Craig Partridge wrote:
OK, on to what people are seeing today. This shows that 1 in every 121 file transfers FTP delivers a file that, when you do the md5 sum, turns out not to match the original (note there are multiple possible reasons, but TCP checksum is a strong candidate).
That's unreasonable because most errors are detected by datalink layer checksum and almost all remaining errors are detected by transport layer checksum, which should have been the reason why transport checksum need not be so strong.
Anecdotally, folks are reporting some middlebox vendors are not updating the TCP checksum but rather letting the outbound interface simply recompute the entire checksum -- which means that if the TCP segment gets damaged during middlebox handling, the middlebox will slap a valid checksum on bad data.

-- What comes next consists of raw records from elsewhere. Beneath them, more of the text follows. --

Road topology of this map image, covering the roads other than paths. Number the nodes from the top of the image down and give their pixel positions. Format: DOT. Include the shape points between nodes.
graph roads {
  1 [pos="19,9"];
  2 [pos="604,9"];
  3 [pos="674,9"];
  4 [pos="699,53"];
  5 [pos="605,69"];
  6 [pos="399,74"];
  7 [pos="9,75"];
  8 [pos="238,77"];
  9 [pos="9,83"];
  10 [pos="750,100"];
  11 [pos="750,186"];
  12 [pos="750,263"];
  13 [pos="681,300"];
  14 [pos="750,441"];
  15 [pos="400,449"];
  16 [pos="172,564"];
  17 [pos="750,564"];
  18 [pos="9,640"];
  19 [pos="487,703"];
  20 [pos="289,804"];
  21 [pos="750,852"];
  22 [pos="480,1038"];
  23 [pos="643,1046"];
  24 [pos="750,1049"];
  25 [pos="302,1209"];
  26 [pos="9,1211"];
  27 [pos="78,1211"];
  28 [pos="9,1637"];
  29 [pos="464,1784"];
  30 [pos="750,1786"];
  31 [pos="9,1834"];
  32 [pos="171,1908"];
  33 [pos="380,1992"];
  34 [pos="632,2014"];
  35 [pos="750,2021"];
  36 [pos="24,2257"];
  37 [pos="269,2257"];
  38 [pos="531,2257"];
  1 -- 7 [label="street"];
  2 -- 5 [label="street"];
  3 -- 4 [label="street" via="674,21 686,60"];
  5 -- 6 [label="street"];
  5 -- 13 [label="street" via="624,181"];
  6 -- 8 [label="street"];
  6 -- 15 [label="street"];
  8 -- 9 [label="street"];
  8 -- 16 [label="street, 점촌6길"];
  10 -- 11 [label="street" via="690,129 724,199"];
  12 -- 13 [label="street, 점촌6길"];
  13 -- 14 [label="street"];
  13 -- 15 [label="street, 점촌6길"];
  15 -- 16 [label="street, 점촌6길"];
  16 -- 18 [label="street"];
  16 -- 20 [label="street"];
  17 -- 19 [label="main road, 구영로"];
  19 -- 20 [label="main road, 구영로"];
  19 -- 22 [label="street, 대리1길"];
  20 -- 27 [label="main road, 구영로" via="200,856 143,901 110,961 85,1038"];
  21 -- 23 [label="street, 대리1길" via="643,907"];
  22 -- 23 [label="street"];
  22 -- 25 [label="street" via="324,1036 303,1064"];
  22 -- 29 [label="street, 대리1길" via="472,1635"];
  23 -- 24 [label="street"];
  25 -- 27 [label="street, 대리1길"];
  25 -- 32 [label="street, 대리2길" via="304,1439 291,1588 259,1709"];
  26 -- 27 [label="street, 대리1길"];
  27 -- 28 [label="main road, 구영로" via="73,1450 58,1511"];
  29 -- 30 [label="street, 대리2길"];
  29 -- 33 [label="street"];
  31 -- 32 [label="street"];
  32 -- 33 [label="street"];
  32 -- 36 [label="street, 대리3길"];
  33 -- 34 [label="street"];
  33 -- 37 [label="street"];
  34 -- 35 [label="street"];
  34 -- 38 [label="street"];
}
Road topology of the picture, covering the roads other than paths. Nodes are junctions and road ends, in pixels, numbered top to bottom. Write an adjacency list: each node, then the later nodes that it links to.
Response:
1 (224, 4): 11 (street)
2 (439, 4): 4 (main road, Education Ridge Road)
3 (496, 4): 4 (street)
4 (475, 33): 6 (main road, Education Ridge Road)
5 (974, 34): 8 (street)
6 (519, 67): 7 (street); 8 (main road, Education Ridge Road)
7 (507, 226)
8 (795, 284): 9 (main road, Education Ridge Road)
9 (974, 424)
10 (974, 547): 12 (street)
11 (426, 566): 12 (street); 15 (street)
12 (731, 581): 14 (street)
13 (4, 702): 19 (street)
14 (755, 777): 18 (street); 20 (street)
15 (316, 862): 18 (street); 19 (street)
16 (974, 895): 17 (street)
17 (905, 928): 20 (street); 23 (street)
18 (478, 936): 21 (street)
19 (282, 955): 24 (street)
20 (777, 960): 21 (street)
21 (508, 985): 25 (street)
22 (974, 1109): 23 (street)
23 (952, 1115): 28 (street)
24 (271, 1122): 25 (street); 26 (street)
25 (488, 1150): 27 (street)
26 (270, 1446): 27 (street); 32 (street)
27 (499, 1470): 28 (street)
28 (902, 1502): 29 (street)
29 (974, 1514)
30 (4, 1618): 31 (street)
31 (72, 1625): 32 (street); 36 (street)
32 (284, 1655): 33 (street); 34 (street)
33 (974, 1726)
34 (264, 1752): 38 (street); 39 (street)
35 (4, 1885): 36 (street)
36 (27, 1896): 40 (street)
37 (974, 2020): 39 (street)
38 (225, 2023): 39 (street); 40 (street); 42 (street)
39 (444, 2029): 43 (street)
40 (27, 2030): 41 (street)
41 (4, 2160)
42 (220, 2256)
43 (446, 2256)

That should be the real problem to make transport checksum not to work end to end. Thus, your proposal to have stronger checksum can not prevent file corruptions. So, we should make middlebox vendors to update checksum incrementally or, check the original checksum just before sending a packet with the original header (not applicable if payload is also modified). Masataka Ohta PS This is a old problem documented in the original paper on the E2E principle. https://dl.acm.org/doi/pdf/10.1145/357401.357402 2.2 A Too-Real Example One gateway computer developed a transient error: while copying data from an input to an output buffer a byte pair was interchanged, with a frequency of about one such interchange in every million bytes passed.